Monday, March 31, 2008

On the nature of Peacocks

Surfing around yesterday I came across this clip from South Park. Now, I'm not a big South Park fan (Yeah, I know, surprise surprise, but I'm not), but it got me thinking (and you know where that leads).

And you what? I think they're on to something with this.

Think about it. Whenever a guy gets into trouble doing something stupid, it's usually because he was trying to impress a girl. Oh, come on fellas, we can admit it. We're like peacocks, just another big stupid bird scratching in the dirt - until the peahens show up. Then all of a sudden we're spreading our gaudy tails and and making loud obnoxious noises in a bid for attention. This isn't any secret, it's hardwired into us. More trips to the emergency room can be attributed to this one male quirk than all other manly endeavors combined. It's not our fault, we just can't help ourselves.

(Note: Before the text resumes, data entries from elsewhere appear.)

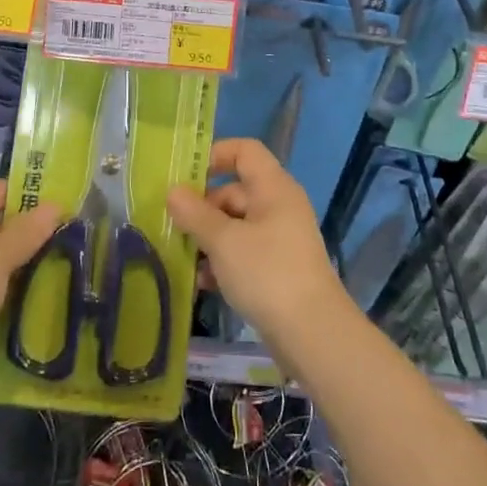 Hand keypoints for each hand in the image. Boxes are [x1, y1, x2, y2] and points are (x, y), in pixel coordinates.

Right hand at [168, 138, 346, 348]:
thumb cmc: (267, 274)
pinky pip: (244, 252)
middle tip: (173, 226)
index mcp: (273, 188)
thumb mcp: (224, 241)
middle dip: (202, 207)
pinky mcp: (278, 268)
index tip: (185, 177)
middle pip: (235, 190)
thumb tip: (173, 192)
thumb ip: (195, 214)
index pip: (244, 151)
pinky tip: (201, 282)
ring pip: (236, 224)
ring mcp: (280, 238)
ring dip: (208, 237)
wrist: (313, 334)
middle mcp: (279, 206)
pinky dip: (223, 261)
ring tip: (182, 257)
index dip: (215, 155) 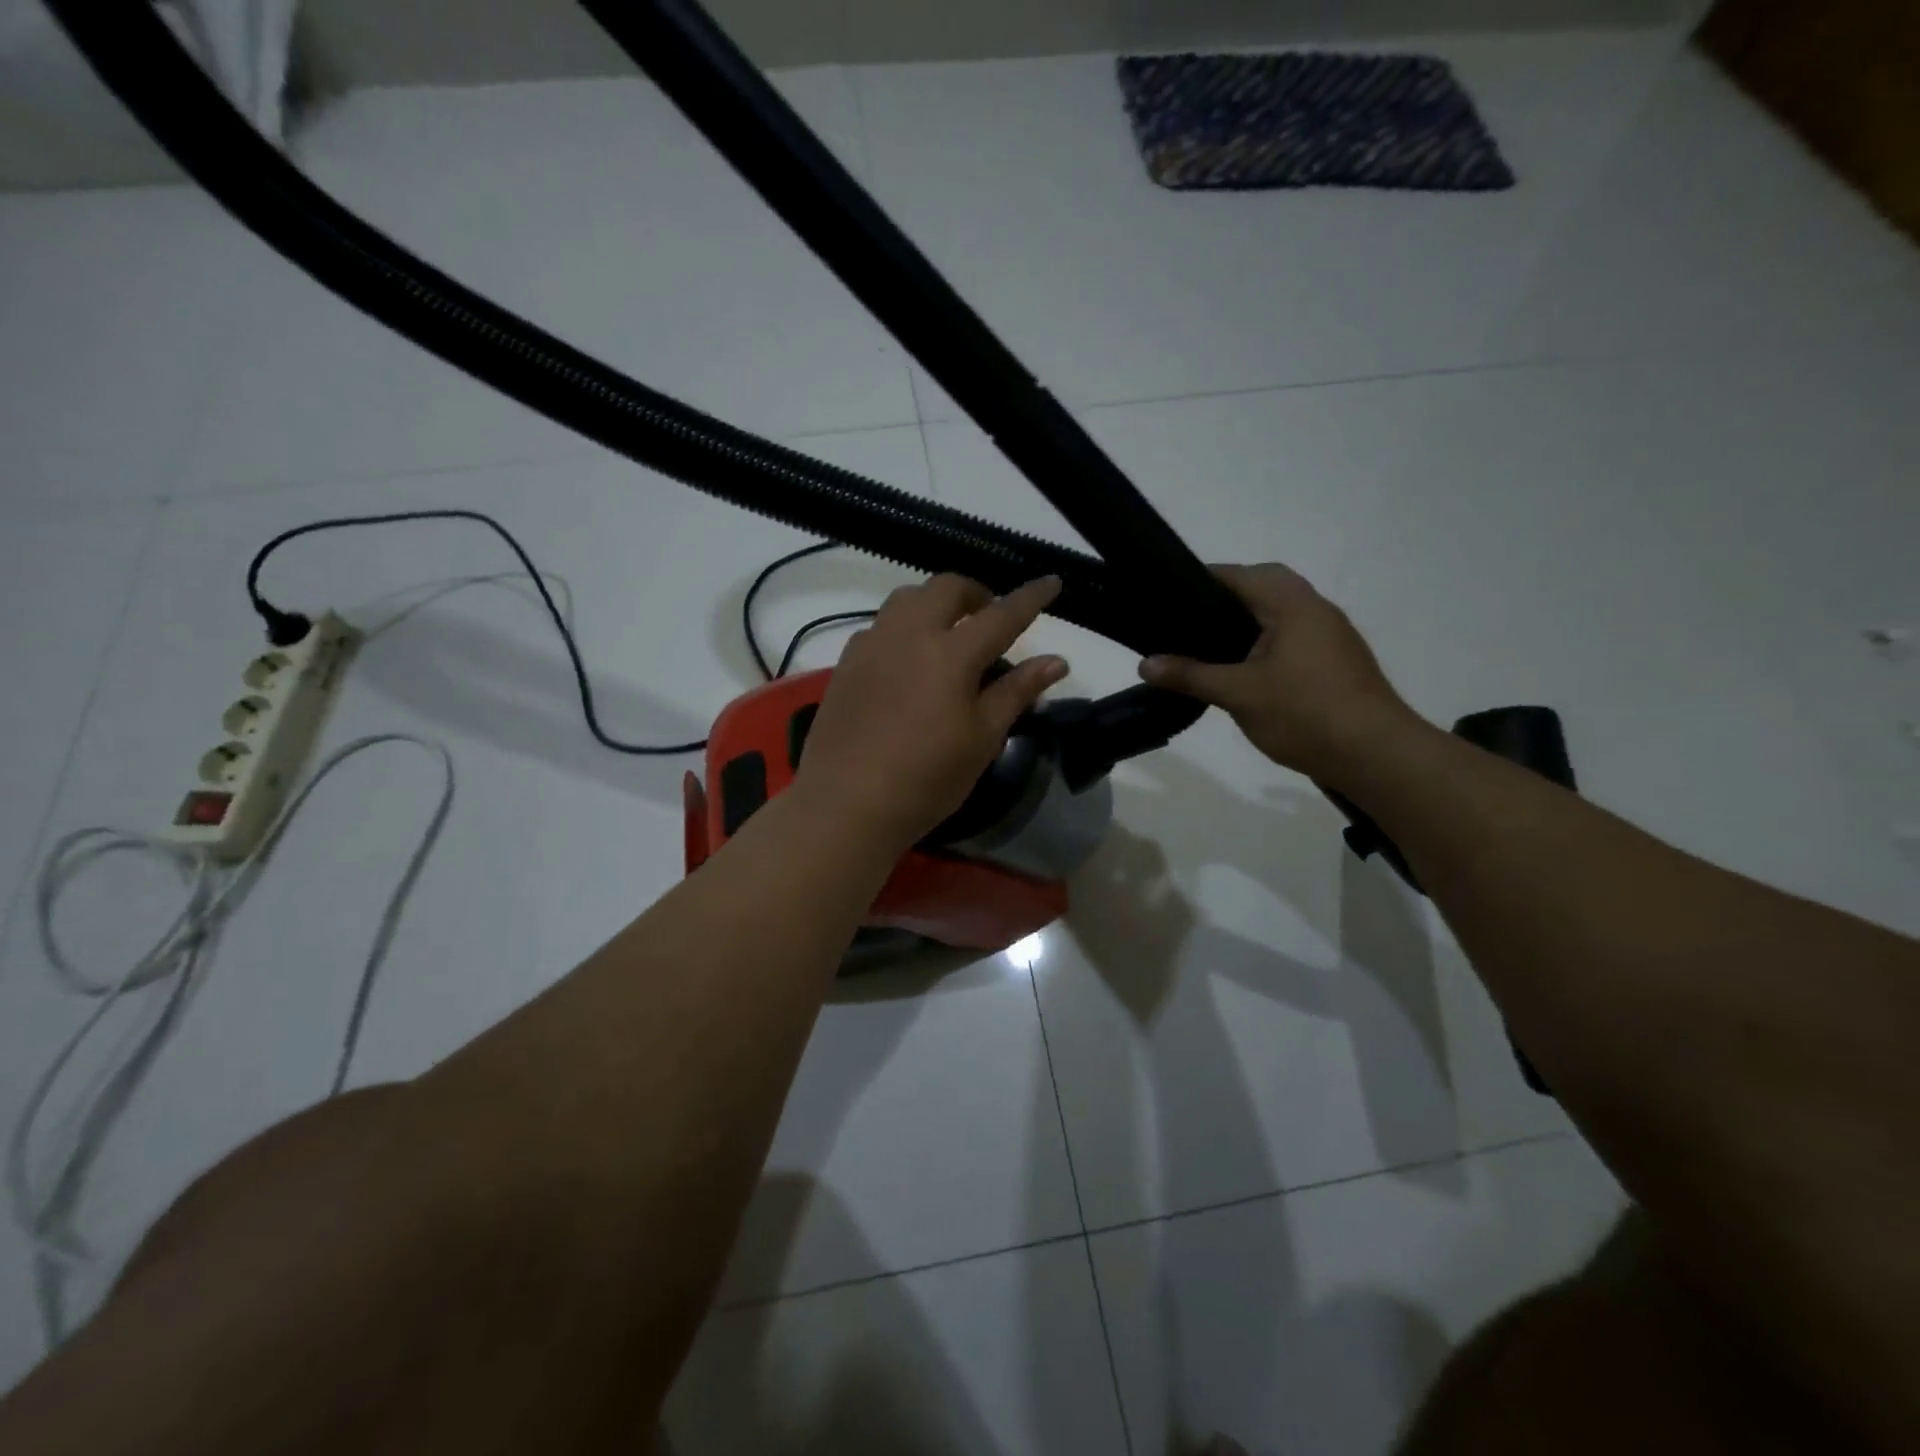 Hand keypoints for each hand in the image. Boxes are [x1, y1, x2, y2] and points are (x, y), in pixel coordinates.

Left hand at [794, 574, 1068, 851]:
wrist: (846, 804)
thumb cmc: (926, 778)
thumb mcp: (982, 739)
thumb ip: (1016, 692)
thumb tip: (1057, 661)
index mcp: (951, 653)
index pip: (1001, 614)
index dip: (1030, 597)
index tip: (1051, 582)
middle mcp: (909, 634)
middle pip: (946, 588)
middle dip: (976, 592)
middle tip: (990, 616)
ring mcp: (871, 645)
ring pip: (907, 598)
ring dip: (936, 602)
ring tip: (948, 631)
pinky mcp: (846, 662)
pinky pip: (880, 624)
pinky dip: (904, 625)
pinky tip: (908, 657)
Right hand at [1138, 563, 1419, 781]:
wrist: (1376, 755)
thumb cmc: (1305, 713)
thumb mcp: (1238, 694)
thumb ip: (1190, 675)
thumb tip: (1144, 664)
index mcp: (1292, 603)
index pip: (1237, 575)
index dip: (1199, 580)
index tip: (1164, 596)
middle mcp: (1314, 608)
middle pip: (1261, 587)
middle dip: (1223, 599)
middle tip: (1184, 623)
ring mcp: (1329, 634)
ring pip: (1277, 613)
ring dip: (1245, 622)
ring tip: (1204, 646)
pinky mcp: (1334, 660)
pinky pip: (1289, 636)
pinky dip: (1262, 642)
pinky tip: (1240, 669) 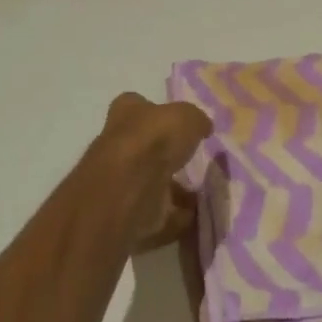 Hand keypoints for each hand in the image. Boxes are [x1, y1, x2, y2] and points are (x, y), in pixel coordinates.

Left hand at [91, 92, 212, 250]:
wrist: (128, 190)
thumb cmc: (154, 139)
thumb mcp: (186, 116)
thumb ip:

And I got to thinking, you know, the United States is a lot like a guy. A big, blustering, swaggering, beer swilling, tractor pulling guy. And Canada? Canada is a lot like a pretty girl. A country girl free and full of promise, with a come hither coquettishness and socialized medicine that just begs us to impress her. And so we continually embark on feats of strength and daring-do, hoping she'll go to the prom with us. Instead, we end up in the emergency room.

See? The logic is inescapable. It is all Canada's fault.

Maybe I need to watch more South Park.


  1. The musical numbers on SP are amazingly good. (The first time I saw the Mr. Hanky episode, the sound was off and I was horrified. The second time, the sound was on and I was laughing my butt off.)

    The thing I like best about them is that they usually manage to illuminate both sides of an issue.

  2. OK, now let's see if I've got this straight.

    Canada and England are sitting together at the cheerleaders' table giggling and pretending they're ignoring everybody else. Argentina and Peru are in a corner pretending to read Ayn Rand.

    America walks in and childishly pulls the chair out from under Afghanistan right when he's about to sit down. America laughs and laughs. The U.N. comes in and grabs America by the earlobe and is heard saying "It's all fun and games until someone breaks their coccyx"! America whines back, "Yeah, but Canada laughed too."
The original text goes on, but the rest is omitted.